● ACTIVITY:
The entries below must be repeated exactly. None may be skipped.

● Saved data entries:
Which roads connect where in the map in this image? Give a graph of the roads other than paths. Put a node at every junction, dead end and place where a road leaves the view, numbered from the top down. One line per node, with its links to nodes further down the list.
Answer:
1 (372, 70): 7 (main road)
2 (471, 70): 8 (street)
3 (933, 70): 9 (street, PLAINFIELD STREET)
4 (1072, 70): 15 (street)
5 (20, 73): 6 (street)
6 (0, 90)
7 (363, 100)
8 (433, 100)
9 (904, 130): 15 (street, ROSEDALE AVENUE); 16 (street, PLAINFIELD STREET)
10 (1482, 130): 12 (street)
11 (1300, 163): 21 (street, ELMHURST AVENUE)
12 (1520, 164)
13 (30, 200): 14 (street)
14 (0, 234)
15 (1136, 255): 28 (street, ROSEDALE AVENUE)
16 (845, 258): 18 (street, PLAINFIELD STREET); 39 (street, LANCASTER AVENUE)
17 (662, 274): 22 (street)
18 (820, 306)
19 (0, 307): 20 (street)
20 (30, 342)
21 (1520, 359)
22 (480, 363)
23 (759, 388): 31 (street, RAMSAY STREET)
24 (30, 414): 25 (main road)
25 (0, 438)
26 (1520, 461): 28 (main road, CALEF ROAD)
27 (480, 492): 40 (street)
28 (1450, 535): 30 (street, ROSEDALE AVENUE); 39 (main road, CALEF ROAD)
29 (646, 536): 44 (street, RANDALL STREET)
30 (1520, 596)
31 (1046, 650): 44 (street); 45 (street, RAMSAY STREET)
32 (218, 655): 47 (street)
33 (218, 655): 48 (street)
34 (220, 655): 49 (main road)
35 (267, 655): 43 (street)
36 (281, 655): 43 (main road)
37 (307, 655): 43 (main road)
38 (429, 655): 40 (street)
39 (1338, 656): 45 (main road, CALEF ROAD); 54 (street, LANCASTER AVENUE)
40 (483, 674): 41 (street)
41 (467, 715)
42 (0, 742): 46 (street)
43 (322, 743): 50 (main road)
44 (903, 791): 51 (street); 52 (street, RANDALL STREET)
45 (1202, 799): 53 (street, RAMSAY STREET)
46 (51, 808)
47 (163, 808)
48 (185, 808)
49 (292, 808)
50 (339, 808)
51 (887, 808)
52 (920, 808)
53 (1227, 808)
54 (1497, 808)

● ANSWER TO THIS EXERCISE:
Which roads connect where in the map in this image? Give a graph of the roads other than paths. Put a node at every junction, dead end and place where a road leaves the view, numbered from the top down. One line per node, with its links to nodes further down the list.
Answer:
1 (372, 70): 7 (main road)
2 (471, 70): 8 (street)
3 (933, 70): 9 (street, PLAINFIELD STREET)
4 (1072, 70): 15 (street)
5 (20, 73): 6 (street)
6 (0, 90)
7 (363, 100)
8 (433, 100)
9 (904, 130): 15 (street, ROSEDALE AVENUE); 16 (street, PLAINFIELD STREET)
10 (1482, 130): 12 (street)
11 (1300, 163): 21 (street, ELMHURST AVENUE)
12 (1520, 164)
13 (30, 200): 14 (street)
14 (0, 234)
15 (1136, 255): 28 (street, ROSEDALE AVENUE)
16 (845, 258): 18 (street, PLAINFIELD STREET); 39 (street, LANCASTER AVENUE)
17 (662, 274): 22 (street)
18 (820, 306)
19 (0, 307): 20 (street)
20 (30, 342)
21 (1520, 359)
22 (480, 363)
23 (759, 388): 31 (street, RAMSAY STREET)
24 (30, 414): 25 (main road)
25 (0, 438)
26 (1520, 461): 28 (main road, CALEF ROAD)
27 (480, 492): 40 (street)
28 (1450, 535): 30 (street, ROSEDALE AVENUE); 39 (main road, CALEF ROAD)
29 (646, 536): 44 (street, RANDALL STREET)
30 (1520, 596)
31 (1046, 650): 44 (street); 45 (street, RAMSAY STREET)
32 (218, 655): 47 (street)
33 (218, 655): 48 (street)
34 (220, 655): 49 (main road)
35 (267, 655): 43 (street)
36 (281, 655): 43 (main road)
37 (307, 655): 43 (main road)
38 (429, 655): 40 (street)
39 (1338, 656): 45 (main road, CALEF ROAD); 54 (street, LANCASTER AVENUE)
40 (483, 674): 41 (street)
41 (467, 715)
42 (0, 742): 46 (street)
43 (322, 743): 50 (main road)
44 (903, 791): 51 (street); 52 (street, RANDALL STREET)
45 (1202, 799): 53 (street, RAMSAY STREET)
46 (51, 808)
47 (163, 808)
48 (185, 808)
49 (292, 808)
50 (339, 808)
51 (887, 808)
52 (920, 808)
53 (1227, 808)
54 (1497, 808)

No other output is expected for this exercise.